Report all lines below with the word "edges".

— THE INPUT —
____
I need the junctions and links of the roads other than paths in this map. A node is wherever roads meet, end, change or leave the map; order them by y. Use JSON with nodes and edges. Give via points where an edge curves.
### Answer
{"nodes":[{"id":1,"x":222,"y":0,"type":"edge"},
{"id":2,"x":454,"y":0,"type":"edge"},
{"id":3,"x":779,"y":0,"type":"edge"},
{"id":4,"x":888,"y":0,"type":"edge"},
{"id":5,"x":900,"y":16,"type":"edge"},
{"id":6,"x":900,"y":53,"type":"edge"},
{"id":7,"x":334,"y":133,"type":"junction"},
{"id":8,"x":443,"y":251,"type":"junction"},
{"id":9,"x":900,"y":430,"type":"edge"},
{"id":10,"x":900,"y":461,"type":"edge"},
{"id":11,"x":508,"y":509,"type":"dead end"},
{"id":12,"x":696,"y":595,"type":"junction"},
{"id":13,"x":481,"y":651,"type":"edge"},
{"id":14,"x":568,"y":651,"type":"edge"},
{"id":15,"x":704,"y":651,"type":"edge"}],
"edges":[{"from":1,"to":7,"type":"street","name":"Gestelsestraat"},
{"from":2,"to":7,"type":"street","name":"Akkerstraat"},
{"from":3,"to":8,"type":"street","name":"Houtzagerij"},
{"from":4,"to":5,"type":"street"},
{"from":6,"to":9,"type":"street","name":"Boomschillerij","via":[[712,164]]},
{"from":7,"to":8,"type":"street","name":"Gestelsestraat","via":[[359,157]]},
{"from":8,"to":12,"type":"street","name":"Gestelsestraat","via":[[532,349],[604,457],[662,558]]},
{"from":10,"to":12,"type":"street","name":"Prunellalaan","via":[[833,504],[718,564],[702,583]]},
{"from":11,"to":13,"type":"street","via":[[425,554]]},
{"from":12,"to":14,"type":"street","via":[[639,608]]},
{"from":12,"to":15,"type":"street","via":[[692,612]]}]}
____
— RESPONSE TO THE TASK —
I need the junctions and links of the roads other than paths in this map. A node is wherever roads meet, end, change or leave the map; order them by y. Use JSON with nodes and edges. Give via points where an edge curves.
"edges":[{"from":1,"to":7,"type":"street","name":"Gestelsestraat"},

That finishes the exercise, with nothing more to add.